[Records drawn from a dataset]

————

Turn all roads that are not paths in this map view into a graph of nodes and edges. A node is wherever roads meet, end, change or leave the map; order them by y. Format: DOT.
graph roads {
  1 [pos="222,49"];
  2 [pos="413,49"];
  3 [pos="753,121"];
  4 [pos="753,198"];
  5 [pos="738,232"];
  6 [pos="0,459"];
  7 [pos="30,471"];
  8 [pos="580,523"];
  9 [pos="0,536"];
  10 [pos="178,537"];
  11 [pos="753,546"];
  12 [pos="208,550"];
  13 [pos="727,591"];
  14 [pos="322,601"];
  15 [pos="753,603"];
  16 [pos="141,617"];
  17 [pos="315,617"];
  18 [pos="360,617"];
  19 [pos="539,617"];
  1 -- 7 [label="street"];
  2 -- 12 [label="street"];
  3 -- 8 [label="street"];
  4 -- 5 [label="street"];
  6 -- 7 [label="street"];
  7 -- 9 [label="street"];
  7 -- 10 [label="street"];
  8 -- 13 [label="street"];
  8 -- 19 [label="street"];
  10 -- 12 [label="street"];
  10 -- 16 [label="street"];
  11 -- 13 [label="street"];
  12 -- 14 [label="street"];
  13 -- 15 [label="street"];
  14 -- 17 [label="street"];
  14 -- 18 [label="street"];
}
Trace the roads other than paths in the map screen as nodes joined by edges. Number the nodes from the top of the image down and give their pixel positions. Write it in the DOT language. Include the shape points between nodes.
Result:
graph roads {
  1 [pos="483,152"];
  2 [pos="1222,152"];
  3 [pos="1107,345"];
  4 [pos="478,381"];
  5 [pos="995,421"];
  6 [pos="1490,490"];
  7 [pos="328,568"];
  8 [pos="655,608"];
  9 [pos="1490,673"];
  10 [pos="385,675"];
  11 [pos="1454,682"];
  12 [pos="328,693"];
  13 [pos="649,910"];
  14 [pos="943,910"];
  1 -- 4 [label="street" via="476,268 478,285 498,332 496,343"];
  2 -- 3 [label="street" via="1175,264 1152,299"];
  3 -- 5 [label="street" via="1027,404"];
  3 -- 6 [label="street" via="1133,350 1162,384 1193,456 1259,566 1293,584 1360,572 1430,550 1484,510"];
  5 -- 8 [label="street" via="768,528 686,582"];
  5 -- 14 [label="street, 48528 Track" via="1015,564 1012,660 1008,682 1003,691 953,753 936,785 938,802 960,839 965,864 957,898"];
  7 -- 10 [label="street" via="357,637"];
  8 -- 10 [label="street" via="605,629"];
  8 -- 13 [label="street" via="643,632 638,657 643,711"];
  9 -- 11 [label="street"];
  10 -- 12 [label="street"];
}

————

Could you copy out all of the records above exactly?

■ EXERCISE SOLUTION ■
Turn all roads that are not paths in this map view into a graph of nodes and edges. A node is wherever roads meet, end, change or leave the map; order them by y. Format: DOT.
graph roads {
  1 [pos="222,49"];
  2 [pos="413,49"];
  3 [pos="753,121"];
  4 [pos="753,198"];
  5 [pos="738,232"];
  6 [pos="0,459"];
  7 [pos="30,471"];
  8 [pos="580,523"];
  9 [pos="0,536"];
  10 [pos="178,537"];
  11 [pos="753,546"];
  12 [pos="208,550"];
  13 [pos="727,591"];
  14 [pos="322,601"];
  15 [pos="753,603"];
  16 [pos="141,617"];
  17 [pos="315,617"];
  18 [pos="360,617"];
  19 [pos="539,617"];
  1 -- 7 [label="street"];
  2 -- 12 [label="street"];
  3 -- 8 [label="street"];
  4 -- 5 [label="street"];
  6 -- 7 [label="street"];
  7 -- 9 [label="street"];
  7 -- 10 [label="street"];
  8 -- 13 [label="street"];
  8 -- 19 [label="street"];
  10 -- 12 [label="street"];
  10 -- 16 [label="street"];
  11 -- 13 [label="street"];
  12 -- 14 [label="street"];
  13 -- 15 [label="street"];
  14 -- 17 [label="street"];
  14 -- 18 [label="street"];
}
Trace the roads other than paths in the map screen as nodes joined by edges. Number the nodes from the top of the image down and give their pixel positions. Write it in the DOT language. Include the shape points between nodes.
Result:
graph roads {
  1 [pos="483,152"];
  2 [pos="1222,152"];
  3 [pos="1107,345"];
  4 [pos="478,381"];
  5 [pos="995,421"];
  6 [pos="1490,490"];
  7 [pos="328,568"];
  8 [pos="655,608"];
  9 [pos="1490,673"];
  10 [pos="385,675"];
  11 [pos="1454,682"];
  12 [pos="328,693"];
  13 [pos="649,910"];
  14 [pos="943,910"];
  1 -- 4 [label="street" via="476,268 478,285 498,332 496,343"];
  2 -- 3 [label="street" via="1175,264 1152,299"];
  3 -- 5 [label="street" via="1027,404"];
  3 -- 6 [label="street" via="1133,350 1162,384 1193,456 1259,566 1293,584 1360,572 1430,550 1484,510"];
  5 -- 8 [label="street" via="768,528 686,582"];
  5 -- 14 [label="street, 48528 Track" via="1015,564 1012,660 1008,682 1003,691 953,753 936,785 938,802 960,839 965,864 957,898"];
  7 -- 10 [label="street" via="357,637"];
  8 -- 10 [label="street" via="605,629"];
  8 -- 13 [label="street" via="643,632 638,657 643,711"];
  9 -- 11 [label="street"];
  10 -- 12 [label="street"];
}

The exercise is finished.